A testimonial party () is a political party that focuses on its principles, instead of adapting them to local or temporal issues in the pursuit of coalition government participation.

In the Netherlands
It is a peculiar phenomenon in the Netherlands, because of the Dutch system of proportional representation, in which any party that has over 0.66% of the vote can enter the House of Representatives. A typical House of Representatives has 10 or more factions represented. With such a large number of parties, it is all but impossible for one party to win the 76 seats needed for a majority in its own right. 

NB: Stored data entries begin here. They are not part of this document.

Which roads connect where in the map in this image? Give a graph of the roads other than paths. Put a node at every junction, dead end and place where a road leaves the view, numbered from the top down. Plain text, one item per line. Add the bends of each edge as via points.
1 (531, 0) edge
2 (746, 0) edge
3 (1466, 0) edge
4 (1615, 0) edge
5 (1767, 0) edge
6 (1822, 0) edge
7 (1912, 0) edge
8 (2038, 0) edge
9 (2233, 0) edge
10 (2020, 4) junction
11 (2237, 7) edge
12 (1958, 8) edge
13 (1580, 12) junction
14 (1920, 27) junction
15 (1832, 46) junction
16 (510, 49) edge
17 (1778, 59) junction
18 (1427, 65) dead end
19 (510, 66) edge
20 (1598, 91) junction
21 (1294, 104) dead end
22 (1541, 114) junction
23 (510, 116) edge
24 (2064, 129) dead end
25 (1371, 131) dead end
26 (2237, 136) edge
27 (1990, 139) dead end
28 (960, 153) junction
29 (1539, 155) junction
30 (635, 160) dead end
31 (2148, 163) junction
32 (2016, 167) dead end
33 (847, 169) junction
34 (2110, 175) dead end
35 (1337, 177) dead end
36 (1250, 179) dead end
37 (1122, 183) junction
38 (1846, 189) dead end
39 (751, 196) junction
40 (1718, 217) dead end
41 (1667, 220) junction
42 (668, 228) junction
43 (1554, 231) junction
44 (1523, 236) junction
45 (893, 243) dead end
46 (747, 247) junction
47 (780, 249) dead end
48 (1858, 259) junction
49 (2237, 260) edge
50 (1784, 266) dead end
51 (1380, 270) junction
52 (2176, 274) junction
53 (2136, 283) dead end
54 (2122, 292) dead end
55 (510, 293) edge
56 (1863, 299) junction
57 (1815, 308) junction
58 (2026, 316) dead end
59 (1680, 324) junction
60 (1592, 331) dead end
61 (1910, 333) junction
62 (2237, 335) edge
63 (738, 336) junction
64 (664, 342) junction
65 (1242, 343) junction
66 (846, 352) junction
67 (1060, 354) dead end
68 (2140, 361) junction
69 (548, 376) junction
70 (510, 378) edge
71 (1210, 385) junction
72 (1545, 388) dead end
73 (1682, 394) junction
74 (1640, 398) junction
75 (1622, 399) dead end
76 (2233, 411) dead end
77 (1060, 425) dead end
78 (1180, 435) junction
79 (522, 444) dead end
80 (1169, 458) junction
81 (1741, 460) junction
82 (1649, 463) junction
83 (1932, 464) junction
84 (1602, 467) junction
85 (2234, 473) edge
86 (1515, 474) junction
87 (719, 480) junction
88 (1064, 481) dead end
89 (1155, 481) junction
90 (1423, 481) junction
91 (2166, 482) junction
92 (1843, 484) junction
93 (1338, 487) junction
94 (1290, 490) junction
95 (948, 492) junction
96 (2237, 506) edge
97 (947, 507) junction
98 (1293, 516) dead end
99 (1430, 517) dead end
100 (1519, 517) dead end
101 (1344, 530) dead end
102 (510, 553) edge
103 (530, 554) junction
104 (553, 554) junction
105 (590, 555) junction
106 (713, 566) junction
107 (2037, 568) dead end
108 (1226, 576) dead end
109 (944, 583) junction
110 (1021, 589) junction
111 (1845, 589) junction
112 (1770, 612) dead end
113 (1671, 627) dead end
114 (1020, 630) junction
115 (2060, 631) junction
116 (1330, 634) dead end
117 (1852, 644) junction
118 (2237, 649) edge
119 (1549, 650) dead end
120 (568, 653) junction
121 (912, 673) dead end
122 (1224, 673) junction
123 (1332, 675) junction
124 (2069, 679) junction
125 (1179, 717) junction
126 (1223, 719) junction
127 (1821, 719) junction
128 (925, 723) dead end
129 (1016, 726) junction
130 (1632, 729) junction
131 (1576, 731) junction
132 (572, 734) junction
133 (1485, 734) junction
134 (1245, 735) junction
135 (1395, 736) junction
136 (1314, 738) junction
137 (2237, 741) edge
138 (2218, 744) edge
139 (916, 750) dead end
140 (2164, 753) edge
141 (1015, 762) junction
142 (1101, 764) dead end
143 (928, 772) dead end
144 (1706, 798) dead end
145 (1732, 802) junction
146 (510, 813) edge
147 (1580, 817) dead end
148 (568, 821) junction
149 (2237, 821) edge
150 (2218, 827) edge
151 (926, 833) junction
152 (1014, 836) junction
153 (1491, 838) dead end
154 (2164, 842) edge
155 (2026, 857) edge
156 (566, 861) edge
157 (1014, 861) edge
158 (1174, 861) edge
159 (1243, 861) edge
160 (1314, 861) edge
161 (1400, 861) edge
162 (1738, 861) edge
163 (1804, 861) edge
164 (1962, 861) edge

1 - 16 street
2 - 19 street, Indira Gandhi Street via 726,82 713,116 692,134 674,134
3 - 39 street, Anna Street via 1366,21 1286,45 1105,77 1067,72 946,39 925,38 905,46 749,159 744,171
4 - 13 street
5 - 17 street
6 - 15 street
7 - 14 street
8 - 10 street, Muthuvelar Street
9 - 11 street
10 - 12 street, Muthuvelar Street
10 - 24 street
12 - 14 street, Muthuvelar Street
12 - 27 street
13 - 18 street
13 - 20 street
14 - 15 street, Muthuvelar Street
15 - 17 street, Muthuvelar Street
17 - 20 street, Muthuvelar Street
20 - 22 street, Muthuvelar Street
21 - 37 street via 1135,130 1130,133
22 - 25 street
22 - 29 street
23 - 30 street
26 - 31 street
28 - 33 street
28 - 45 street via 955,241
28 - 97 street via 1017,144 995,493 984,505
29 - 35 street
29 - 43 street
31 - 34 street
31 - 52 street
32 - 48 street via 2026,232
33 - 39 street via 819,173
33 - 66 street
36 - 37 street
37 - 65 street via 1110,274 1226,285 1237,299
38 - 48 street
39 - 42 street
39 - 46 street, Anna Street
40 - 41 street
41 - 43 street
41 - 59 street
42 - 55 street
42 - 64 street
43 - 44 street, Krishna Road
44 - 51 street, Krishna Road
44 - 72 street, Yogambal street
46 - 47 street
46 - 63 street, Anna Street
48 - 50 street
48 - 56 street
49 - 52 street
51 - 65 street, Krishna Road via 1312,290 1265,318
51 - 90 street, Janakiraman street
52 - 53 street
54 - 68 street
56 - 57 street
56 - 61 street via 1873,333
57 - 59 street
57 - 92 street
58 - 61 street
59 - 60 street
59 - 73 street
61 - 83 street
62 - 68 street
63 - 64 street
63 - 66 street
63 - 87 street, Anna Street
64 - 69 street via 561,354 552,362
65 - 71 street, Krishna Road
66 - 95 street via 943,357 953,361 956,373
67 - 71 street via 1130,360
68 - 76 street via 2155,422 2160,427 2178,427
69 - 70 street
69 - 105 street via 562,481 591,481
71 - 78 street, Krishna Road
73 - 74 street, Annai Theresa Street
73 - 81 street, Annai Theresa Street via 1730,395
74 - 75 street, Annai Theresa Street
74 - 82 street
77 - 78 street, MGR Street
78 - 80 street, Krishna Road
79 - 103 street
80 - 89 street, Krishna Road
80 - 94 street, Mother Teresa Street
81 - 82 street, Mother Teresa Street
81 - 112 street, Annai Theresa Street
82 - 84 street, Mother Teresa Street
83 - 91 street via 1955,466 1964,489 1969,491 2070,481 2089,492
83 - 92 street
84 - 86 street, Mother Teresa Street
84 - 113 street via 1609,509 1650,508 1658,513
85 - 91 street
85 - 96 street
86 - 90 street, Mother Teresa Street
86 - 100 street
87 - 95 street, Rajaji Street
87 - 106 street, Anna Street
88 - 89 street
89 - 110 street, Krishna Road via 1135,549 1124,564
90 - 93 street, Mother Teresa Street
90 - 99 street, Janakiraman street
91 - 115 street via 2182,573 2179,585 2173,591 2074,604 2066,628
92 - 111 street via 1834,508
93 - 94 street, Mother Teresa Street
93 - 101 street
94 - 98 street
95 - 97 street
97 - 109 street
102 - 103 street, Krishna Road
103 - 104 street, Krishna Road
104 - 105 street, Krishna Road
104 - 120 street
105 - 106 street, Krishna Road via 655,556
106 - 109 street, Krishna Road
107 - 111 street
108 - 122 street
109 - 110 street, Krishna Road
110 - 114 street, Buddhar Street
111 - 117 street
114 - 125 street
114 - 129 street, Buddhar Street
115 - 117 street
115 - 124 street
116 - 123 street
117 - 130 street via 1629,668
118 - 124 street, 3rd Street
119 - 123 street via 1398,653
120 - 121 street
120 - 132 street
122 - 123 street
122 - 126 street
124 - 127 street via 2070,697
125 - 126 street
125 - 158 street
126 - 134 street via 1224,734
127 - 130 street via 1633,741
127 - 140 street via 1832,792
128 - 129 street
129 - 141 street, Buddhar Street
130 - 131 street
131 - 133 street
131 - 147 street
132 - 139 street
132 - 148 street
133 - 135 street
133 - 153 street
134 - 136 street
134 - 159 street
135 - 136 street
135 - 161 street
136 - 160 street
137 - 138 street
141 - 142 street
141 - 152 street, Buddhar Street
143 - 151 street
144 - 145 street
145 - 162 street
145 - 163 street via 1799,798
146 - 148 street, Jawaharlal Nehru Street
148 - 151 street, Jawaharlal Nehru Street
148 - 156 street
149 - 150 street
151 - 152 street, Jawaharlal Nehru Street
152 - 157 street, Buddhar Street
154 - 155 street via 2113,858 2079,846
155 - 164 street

As a result, most Dutch political parties will negotiate and compromise to form a coalition government. Testimonial parties will not compromise; this, combined with the fact that they are usually small parties, makes their participation in a coalition government extremely unlikely. Examples of parties that have referred to themselves as "testimonial" include the orthodox Protestant Reformed Political Party (SGP) and the animal rights-advocating Party for the Animals. In contrast, the term 'program party' is used for parties oriented toward participation in coalitions.

In other countries
The Christian Heritage Party of New Zealand and the Christian Heritage Party of Canada, many members of which had Dutch ancestry, may have been a version of a 'testimonial party' effectively exported to a foreign context.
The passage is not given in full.